COBOL und die dezentrale Welt

COBOL ist wie eh und je, sowohl auf dem Host sowie auf dezentralen Systemen, stark präsent und ist daher nicht aus dem aktuellen Markt wegzudenken. Mit den Produkten von EasiRun ergeben sich neue, zusätzliche Wege, um die Windowswelt zukunftsorientiert und sicher zu betreten.

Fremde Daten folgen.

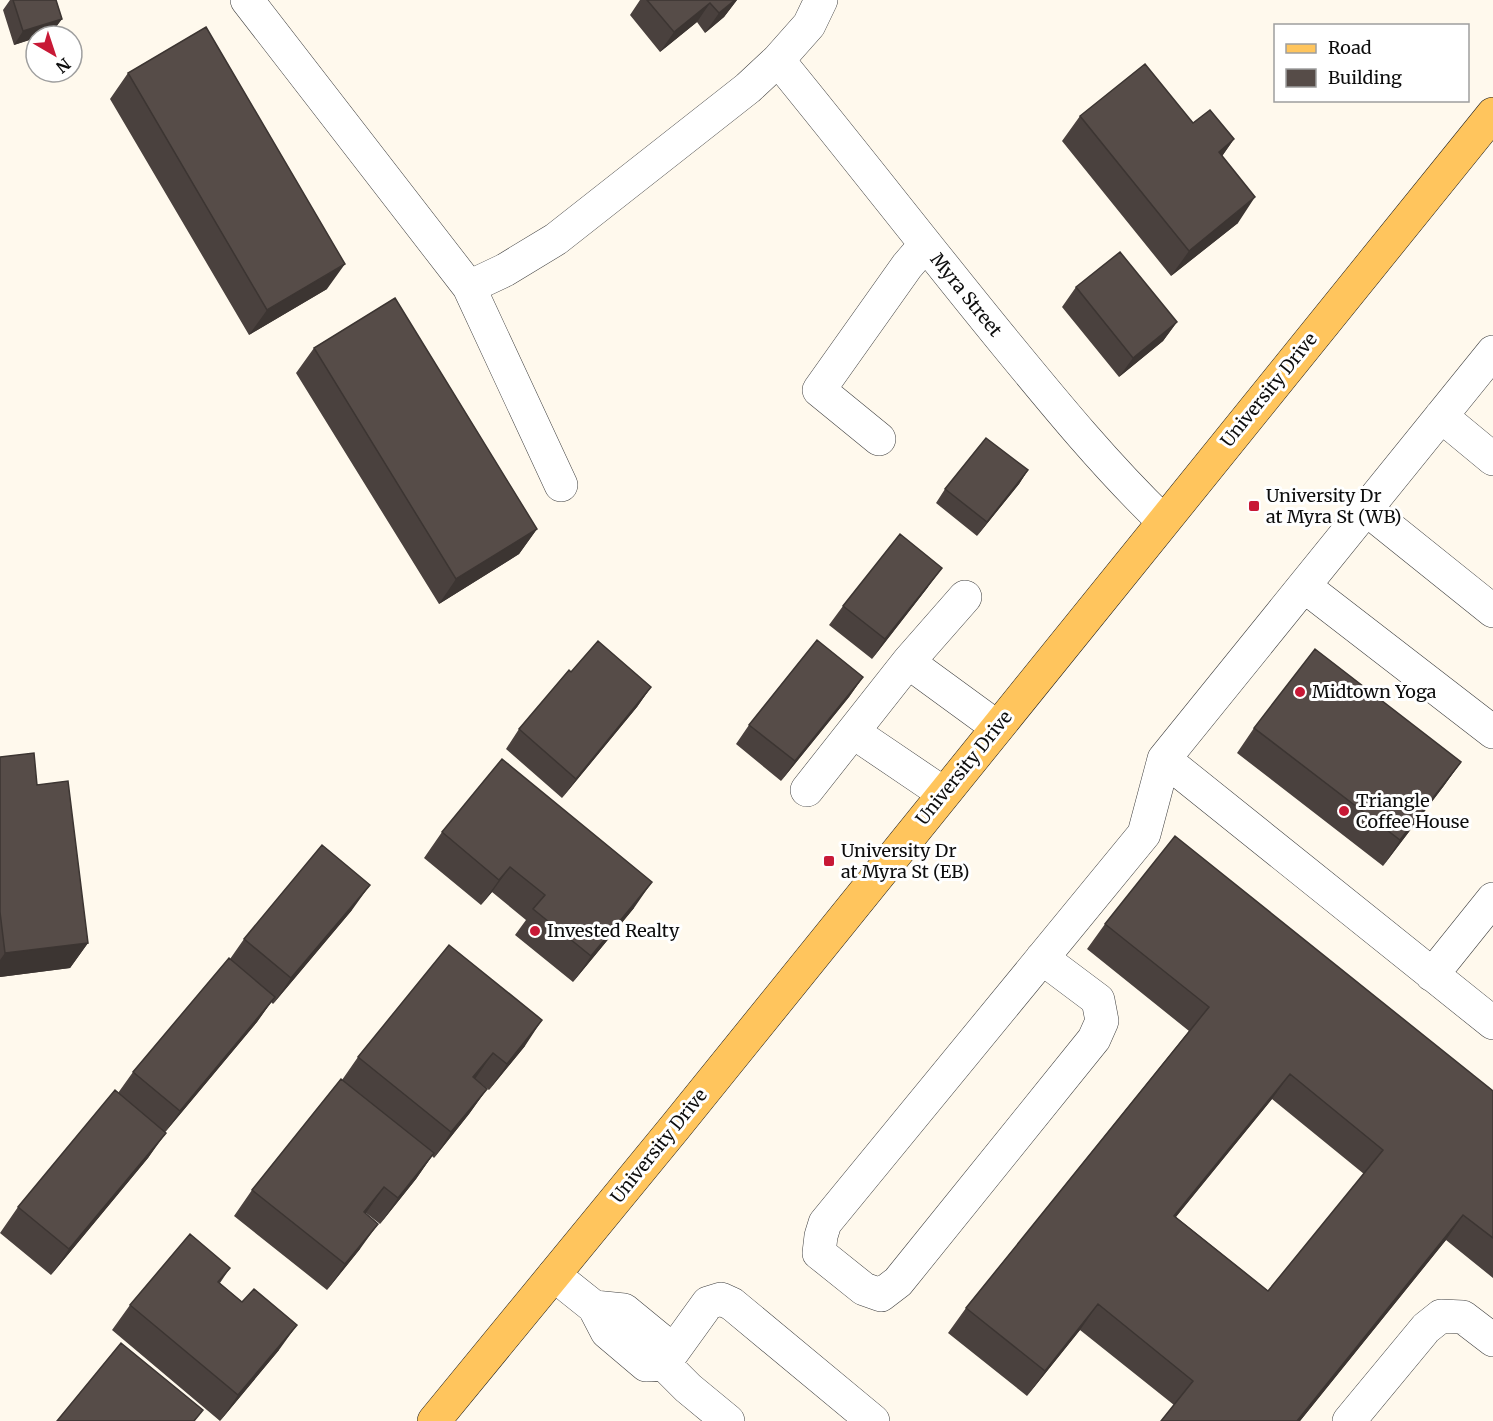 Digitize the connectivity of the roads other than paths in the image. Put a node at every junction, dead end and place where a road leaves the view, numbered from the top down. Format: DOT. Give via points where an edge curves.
graph roads {
  1 [pos="248,0"];
  2 [pos="821,0"];
  3 [pos="778,60"];
  4 [pos="1493,114"];
  5 [pos="925,245"];
  6 [pos="469,287"];
  7 [pos="1493,352"];
  8 [pos="1441,416"];
  9 [pos="879,440"];
  10 [pos="1493,459"];
  11 [pos="561,485"];
  12 [pos="1366,509"];
  13 [pos="1163,521"];
  14 [pos="1304,586"];
  15 [pos="965,597"];
  16 [pos="1493,611"];
  17 [pos="908,662"];
  18 [pos="997,727"];
  19 [pos="853,732"];
  20 [pos="1493,732"];
  21 [pos="1164,759"];
  22 [pos="807,790"];
  23 [pos="943,793"];
  24 [pos="1493,899"];
  25 [pos="1042,958"];
  26 [pos="1432,975"];
  27 [pos="1493,1023"];
  28 [pos="554,1275"];
  29 [pos="1493,1340"];
  30 [pos="664,1364"];
  31 [pos="434,1421"];
  32 [pos="728,1421"];
  33 [pos="873,1421"];
  34 [pos="1349,1421"];
  1 -- 6 [label="street"];
  2 -- 3 [label="street" via="809,25"];
  3 -- 5 [label="street, Myra Street"];
  3 -- 6 [label="street" via="556,239"];
  4 -- 13 [label="main road, University Drive"];
  5 -- 9 [label="street" via="819,390"];
  5 -- 13 [label="street, Myra Street" via="1122,481"];
  6 -- 11 [label="street"];
  7 -- 8 [label="street"];
  8 -- 10 [label="street"];
  8 -- 12 [label="street"];
  12 -- 14 [label="street"];
  12 -- 16 [label="street"];
  13 -- 18 [label="main road, University Drive"];
  14 -- 20 [label="street"];
  14 -- 21 [label="street"];
  15 -- 17 [label="street"];
  17 -- 18 [label="street"];
  17 -- 19 [label="street"];
  18 -- 23 [label="main road, University Drive"];
  19 -- 22 [label="street"];
  19 -- 23 [label="street"];
  21 -- 25 [label="street" via="1144,834"];
  21 -- 26 [label="street"];
  23 -- 28 [label="main road, University Drive"];
  24 -- 26 [label="street"];
  25 -- 25 [label="street" via="825,1223 819,1253 864,1289 882,1295 897,1282 1094,1039 1102,1021 1098,1000"];
  26 -- 27 [label="street"];
  28 -- 30 [label="street" via="594,1307 607,1332 646,1365"];
  28 -- 31 [label="main road, University Drive"];
  29 -- 34 [label="street" via="1463,1317 1442,1316 1426,1328"];
  30 -- 32 [label="street"];
  30 -- 33 [label="street" via="708,1303 721,1299"];
} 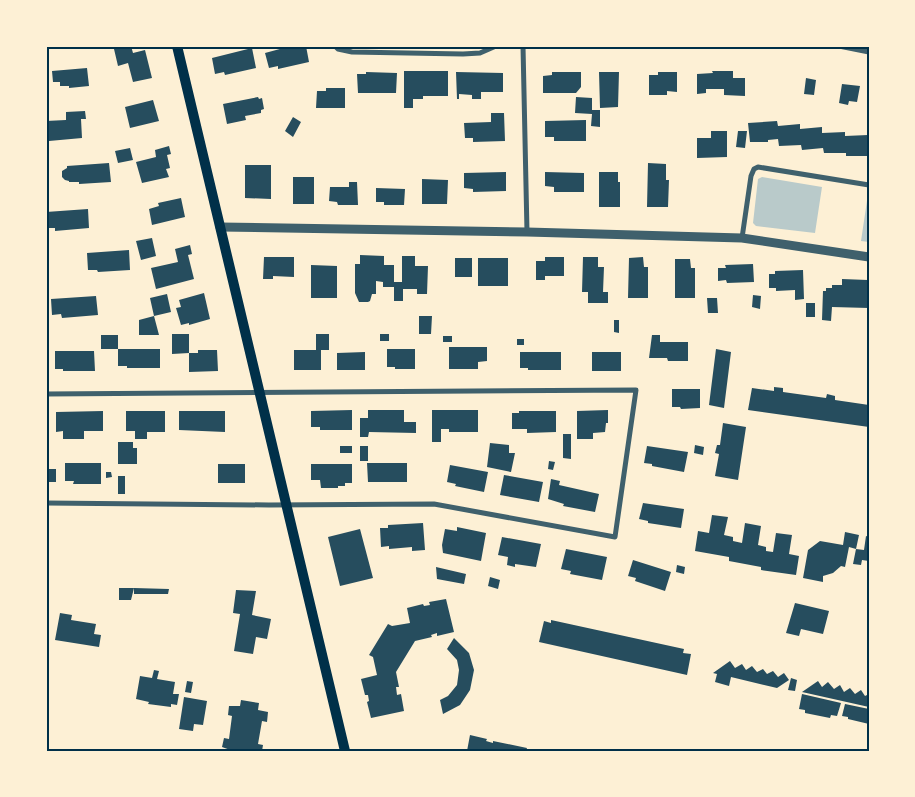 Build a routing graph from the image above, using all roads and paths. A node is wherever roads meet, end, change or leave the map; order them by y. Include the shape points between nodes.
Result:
1 (177, 46) edge
2 (335, 46) edge
3 (496, 46) edge
4 (523, 46) edge
5 (840, 46) edge
6 (869, 52) edge
7 (869, 185) edge
8 (220, 227) junction
9 (526, 232) junction
10 (742, 238) junction
11 (869, 257) edge
12 (259, 392) junction
13 (46, 394) edge
14 (46, 503) edge
15 (287, 505) junction
16 (345, 751) edge

1 - 8 main road
2 - 3 street via 352,52 463,54 480,53
4 - 9 street
5 - 6 street
7 - 10 street via 758,167 751,176
8 - 9 street
8 - 12 main road
9 - 10 street
10 - 11 street
12 - 13 street
12 - 15 main road
12 - 15 street via 636,390 615,538 434,504
14 - 15 street
15 - 16 main road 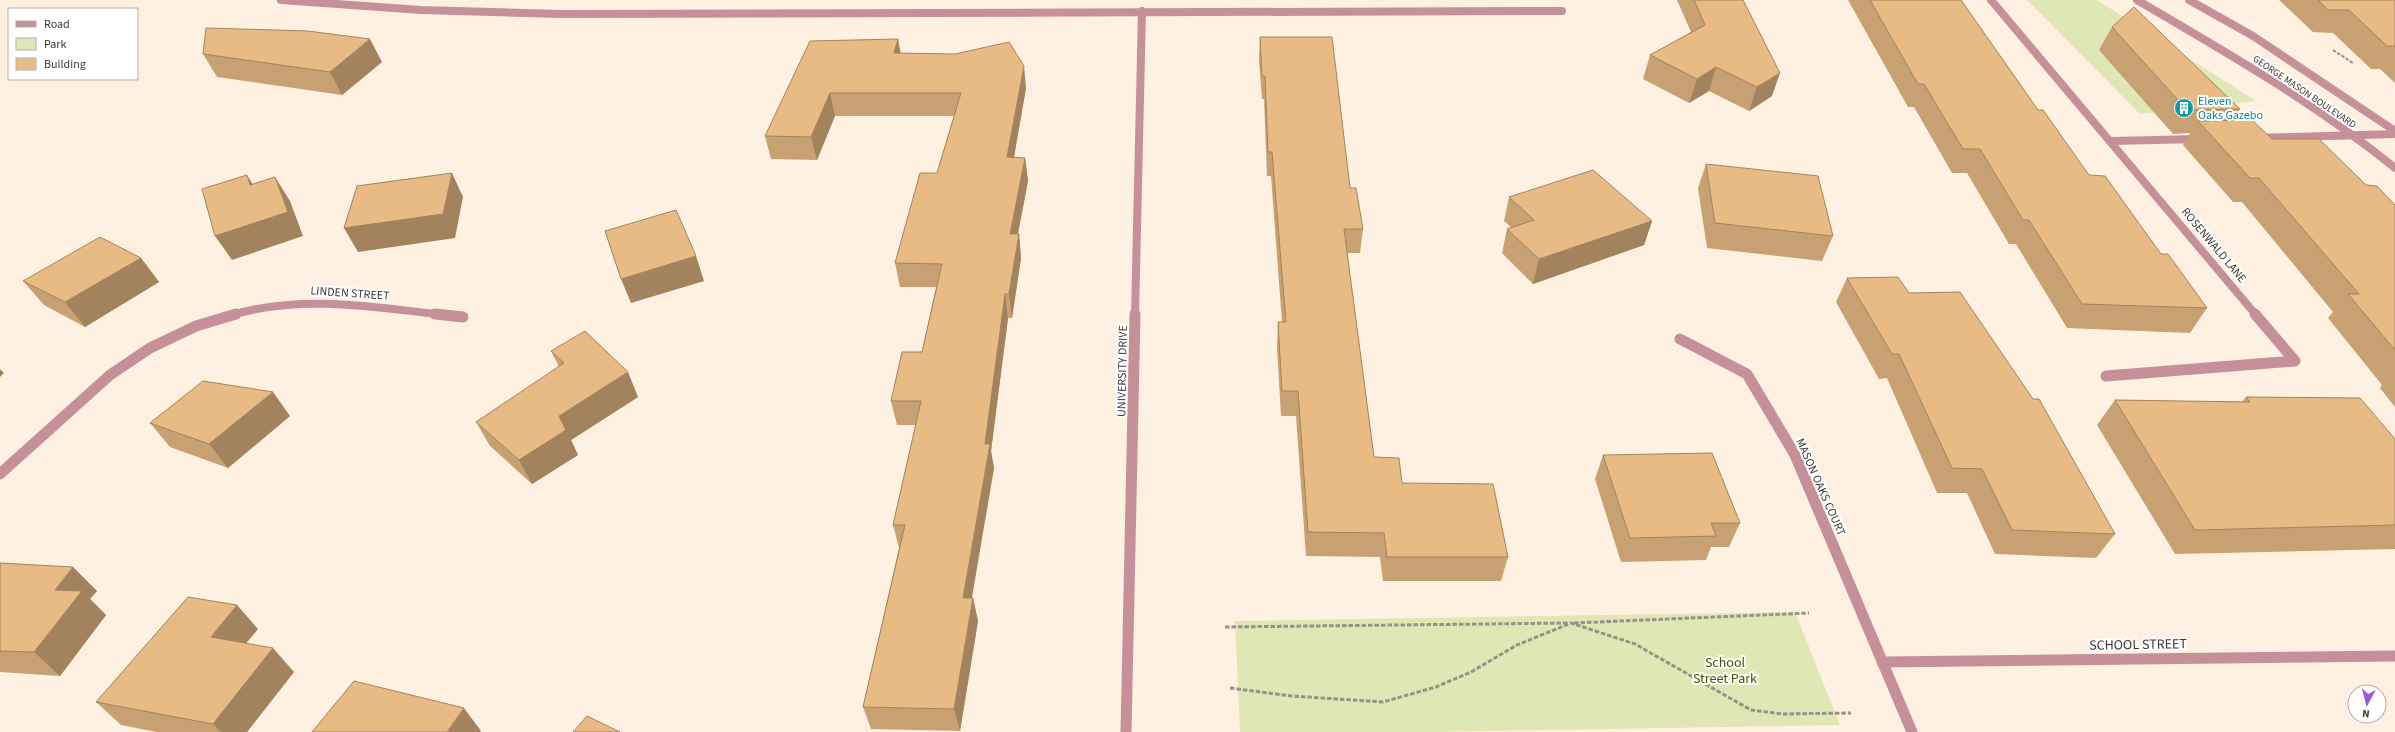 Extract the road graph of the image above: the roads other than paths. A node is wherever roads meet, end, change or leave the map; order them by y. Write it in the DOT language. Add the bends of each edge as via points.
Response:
graph roads {
  1 [pos="281,0"];
  2 [pos="1991,0"];
  3 [pos="2138,0"];
  4 [pos="2189,0"];
  5 [pos="1142,11"];
  6 [pos="1562,11"];
  7 [pos="2395,131"];
  8 [pos="2395,134"];
  9 [pos="2353,135"];
  10 [pos="2246,138"];
  11 [pos="2207,139"];
  12 [pos="2111,141"];
  13 [pos="2395,168"];
  14 [pos="463,317"];
  15 [pos="1680,339"];
  16 [pos="2106,376"];
  17 [pos="0,474"];
  18 [pos="2395,656"];
  19 [pos="1882,662"];
  20 [pos="1126,732"];
  21 [pos="1912,732"];
  1 -- 5 [label="street" via="472,13"];
  2 -- 12 [label="street, ROSENWALD LANE"];
  3 -- 9 [label="street, GEORGE MASON BOULEVARD" via="2272,79"];
  4 -- 7 [label="street, GEORGE MASON BOULEVARD" via="2253,36"];
  5 -- 6 [label="street"];
  5 -- 20 [label="street, UNIVERSITY DRIVE"];
  8 -- 9 [label="street"];
  9 -- 10 [label="street"];
  9 -- 13 [label="street, GEORGE MASON BOULEVARD"];
  11 -- 12 [label="street"];
  12 -- 16 [label="street, ROSENWALD LANE" via="2295,361"];
  14 -- 17 [label="street, LINDEN STREET" via="335,303 287,304 242,312 196,326 150,348 110,375"];
  15 -- 19 [label="street, MASON OAKS COURT" via="1747,374 1795,455"];
  18 -- 19 [label="street, SCHOOL STREET"];
  19 -- 21 [label="street, MASON OAKS COURT"];
}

COBOL + .NET = Zutritt zu neuen technologischen Landschaften
COBOL erhält mit .NET nicht nur Zugriff auf das .NET-Framework mit seinem großen Umfang an Bibliotheken, sondern erhält mit Visual Studio zugleich eine der renommiertesten Entwicklungsumgebungen auf dem Markt. Die großen Vorteile sind:

  • Microsoft-Windows bzw. .NET als Plattform für COBOL
  • COBOL-zentrierte Anwendungen als zukunftsorientierte und tatsächliche Alternative in der Windows-Serverlandschaft
  • .NET und Visual Studio – Eine Entwicklungslandschaft mit Zukunft
    - COBOL in der Cloud – Mit MS Azure COBOL-Anwendungen zentralisieren

COBOL in der Cloud - NetCOBOL for .NET ist zu 100% Cloud-fähig.
Die COBOL-Anwendungen können nicht nur in der Cloud verfügbar gemacht, sondern im Zuge der Modernisierung auch „servicefähig“ gemacht werden. „Service-oriented architecture“, kurz SOA, heißt das Zauberwort und deckt sich mit der strategischen Ausrichtung zur Cloud. SOA bedeutet auch, dass die vorhandene Software als Dienstleistung im Netz angeboten werden kann, da die serviceorientierte Anwendung nun von verschiedensten Quellen genutzt werden kann.

Durch die Cloud und SOA entstehen für COBOL ebenso all jene Vorteile, die auch für jede andere Software in diesem Bereich zu erwarten sind und das bedeutet Effizienzgewinn und Kostenersparnis.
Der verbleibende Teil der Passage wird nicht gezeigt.